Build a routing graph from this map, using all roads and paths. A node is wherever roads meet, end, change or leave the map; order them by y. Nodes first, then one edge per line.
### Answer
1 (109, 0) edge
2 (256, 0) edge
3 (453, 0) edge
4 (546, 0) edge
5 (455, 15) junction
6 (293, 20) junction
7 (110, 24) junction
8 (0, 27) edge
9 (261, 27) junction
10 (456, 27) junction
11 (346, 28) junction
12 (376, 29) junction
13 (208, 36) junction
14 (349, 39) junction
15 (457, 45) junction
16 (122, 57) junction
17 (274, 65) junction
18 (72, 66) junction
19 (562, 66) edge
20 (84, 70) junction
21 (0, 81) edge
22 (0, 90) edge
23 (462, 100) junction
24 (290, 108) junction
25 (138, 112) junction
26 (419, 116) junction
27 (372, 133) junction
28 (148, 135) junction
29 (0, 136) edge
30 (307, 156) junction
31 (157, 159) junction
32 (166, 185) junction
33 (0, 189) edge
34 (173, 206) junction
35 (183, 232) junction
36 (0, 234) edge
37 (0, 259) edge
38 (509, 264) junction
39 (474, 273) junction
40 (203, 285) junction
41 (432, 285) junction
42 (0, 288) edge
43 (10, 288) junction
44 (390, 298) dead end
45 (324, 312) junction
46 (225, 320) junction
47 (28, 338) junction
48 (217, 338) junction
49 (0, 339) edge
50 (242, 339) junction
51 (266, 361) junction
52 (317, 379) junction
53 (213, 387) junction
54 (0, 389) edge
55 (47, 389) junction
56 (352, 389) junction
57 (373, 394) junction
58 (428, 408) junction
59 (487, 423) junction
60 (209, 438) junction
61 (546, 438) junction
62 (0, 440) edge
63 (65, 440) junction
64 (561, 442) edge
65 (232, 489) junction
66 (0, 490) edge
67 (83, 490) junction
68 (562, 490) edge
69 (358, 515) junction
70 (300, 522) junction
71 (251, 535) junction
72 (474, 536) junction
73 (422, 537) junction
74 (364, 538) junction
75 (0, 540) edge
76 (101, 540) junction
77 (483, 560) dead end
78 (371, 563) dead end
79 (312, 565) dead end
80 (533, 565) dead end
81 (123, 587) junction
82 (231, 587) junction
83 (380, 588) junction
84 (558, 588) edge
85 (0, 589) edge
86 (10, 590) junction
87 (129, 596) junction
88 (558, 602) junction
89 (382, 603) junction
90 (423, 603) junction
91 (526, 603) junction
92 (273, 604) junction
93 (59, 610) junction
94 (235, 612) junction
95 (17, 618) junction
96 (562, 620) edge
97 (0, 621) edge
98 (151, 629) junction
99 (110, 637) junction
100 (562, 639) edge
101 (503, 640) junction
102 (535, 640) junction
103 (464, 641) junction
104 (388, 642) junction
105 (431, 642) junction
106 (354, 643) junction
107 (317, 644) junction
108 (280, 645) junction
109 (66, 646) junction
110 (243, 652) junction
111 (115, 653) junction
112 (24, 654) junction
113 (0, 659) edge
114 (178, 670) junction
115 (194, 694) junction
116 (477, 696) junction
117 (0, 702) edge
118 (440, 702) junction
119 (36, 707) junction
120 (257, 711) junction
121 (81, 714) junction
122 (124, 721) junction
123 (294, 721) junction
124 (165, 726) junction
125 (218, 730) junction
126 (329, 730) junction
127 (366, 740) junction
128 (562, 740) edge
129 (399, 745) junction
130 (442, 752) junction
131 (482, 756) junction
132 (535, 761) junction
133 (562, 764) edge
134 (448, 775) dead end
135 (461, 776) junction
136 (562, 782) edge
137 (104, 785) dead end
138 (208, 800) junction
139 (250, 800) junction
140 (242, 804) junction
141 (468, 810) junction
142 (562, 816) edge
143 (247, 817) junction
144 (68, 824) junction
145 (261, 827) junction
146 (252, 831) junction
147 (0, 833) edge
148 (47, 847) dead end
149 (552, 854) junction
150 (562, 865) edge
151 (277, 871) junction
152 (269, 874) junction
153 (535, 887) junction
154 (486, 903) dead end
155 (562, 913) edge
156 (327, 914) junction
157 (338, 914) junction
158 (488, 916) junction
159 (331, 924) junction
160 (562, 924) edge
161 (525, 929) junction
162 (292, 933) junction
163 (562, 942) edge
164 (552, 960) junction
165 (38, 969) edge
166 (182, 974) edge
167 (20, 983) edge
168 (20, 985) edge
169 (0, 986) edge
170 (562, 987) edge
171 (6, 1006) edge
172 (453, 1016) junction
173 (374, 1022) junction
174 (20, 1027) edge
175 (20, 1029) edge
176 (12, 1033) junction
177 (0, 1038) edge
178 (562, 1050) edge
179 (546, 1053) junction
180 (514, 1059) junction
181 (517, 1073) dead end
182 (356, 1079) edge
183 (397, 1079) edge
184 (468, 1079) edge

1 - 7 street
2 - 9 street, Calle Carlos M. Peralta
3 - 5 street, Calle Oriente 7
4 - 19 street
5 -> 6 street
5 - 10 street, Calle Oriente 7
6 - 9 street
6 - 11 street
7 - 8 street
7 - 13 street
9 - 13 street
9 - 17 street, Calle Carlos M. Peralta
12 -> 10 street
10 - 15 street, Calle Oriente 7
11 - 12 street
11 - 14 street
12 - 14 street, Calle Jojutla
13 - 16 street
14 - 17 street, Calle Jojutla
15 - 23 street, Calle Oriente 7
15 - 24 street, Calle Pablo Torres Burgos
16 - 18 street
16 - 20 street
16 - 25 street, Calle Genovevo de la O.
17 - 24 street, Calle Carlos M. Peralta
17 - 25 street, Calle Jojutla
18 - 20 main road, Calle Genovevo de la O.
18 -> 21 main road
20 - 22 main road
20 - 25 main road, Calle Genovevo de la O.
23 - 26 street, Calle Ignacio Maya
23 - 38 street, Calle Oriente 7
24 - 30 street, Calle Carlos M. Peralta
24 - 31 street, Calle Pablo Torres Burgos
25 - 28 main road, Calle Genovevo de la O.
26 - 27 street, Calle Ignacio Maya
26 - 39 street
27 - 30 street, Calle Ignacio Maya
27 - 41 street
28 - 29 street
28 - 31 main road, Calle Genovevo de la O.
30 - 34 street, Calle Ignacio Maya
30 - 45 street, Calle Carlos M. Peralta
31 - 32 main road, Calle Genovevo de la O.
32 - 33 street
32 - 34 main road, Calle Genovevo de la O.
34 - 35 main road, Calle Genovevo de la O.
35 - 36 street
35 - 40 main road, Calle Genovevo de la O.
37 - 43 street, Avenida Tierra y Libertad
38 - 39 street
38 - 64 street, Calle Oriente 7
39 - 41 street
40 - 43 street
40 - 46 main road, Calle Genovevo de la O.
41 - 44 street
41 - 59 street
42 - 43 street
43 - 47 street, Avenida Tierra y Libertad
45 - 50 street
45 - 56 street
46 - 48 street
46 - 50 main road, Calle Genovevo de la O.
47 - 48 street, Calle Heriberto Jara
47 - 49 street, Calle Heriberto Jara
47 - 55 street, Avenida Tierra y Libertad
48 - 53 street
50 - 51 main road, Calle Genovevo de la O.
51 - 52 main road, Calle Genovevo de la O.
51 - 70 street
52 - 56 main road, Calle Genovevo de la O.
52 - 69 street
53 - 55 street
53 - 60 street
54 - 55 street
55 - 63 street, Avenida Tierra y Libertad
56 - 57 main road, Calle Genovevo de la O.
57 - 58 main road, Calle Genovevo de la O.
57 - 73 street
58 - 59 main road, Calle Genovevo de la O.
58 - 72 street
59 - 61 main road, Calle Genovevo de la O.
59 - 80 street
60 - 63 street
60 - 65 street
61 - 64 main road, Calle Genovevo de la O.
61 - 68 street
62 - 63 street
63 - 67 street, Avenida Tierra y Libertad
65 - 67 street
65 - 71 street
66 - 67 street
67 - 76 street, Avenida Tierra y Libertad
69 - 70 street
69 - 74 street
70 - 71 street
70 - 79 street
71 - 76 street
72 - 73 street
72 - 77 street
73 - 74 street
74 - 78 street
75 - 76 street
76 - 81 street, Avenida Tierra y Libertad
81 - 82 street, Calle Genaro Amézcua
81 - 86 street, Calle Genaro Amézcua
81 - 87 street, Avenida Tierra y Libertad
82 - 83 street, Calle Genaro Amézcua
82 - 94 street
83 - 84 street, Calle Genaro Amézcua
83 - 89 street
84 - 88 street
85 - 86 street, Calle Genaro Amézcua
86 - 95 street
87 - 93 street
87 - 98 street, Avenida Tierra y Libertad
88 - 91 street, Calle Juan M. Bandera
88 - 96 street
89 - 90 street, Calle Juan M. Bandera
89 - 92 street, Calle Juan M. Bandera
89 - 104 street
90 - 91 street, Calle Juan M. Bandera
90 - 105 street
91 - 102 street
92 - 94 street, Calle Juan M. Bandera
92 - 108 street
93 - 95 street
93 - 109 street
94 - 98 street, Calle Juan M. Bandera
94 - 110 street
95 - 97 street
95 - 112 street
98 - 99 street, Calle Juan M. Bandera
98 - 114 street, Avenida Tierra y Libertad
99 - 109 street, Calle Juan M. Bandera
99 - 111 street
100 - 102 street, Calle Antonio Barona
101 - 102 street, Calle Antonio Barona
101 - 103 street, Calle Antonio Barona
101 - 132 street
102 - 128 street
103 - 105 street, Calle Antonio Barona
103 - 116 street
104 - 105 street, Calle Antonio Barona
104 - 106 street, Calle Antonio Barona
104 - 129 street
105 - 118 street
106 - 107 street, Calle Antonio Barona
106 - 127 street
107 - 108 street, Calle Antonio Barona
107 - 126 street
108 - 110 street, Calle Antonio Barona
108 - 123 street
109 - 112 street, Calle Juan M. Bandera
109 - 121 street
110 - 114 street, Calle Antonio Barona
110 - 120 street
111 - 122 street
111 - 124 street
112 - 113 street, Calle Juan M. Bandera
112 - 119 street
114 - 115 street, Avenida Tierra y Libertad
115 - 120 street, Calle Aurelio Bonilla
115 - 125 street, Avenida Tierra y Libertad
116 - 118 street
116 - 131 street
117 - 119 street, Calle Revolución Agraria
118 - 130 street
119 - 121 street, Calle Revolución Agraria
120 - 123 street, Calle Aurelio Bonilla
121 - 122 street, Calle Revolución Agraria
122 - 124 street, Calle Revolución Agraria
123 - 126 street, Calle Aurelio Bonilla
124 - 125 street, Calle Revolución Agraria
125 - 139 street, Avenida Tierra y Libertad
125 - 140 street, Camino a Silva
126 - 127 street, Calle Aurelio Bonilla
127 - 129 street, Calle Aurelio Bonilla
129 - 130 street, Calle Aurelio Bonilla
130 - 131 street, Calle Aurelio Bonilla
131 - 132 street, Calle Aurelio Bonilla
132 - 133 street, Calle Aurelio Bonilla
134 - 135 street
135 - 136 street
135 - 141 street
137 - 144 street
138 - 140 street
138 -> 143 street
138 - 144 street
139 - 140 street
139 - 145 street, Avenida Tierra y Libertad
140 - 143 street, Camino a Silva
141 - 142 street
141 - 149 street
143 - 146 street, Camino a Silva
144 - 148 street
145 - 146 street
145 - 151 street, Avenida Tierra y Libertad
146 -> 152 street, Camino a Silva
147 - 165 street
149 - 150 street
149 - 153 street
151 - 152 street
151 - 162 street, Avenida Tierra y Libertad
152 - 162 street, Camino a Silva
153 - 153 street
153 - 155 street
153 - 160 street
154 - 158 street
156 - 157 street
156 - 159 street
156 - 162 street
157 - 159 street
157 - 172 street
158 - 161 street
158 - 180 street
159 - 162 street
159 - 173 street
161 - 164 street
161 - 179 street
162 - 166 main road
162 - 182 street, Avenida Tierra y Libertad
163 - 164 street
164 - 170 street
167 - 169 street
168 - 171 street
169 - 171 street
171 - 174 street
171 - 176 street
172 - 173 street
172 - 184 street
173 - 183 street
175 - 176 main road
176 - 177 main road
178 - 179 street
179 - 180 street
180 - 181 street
====
[About this exercise]
All that is needed is how many lines of the listing hold the word "Agraria", stated as one number.

[Output for this exercise]
5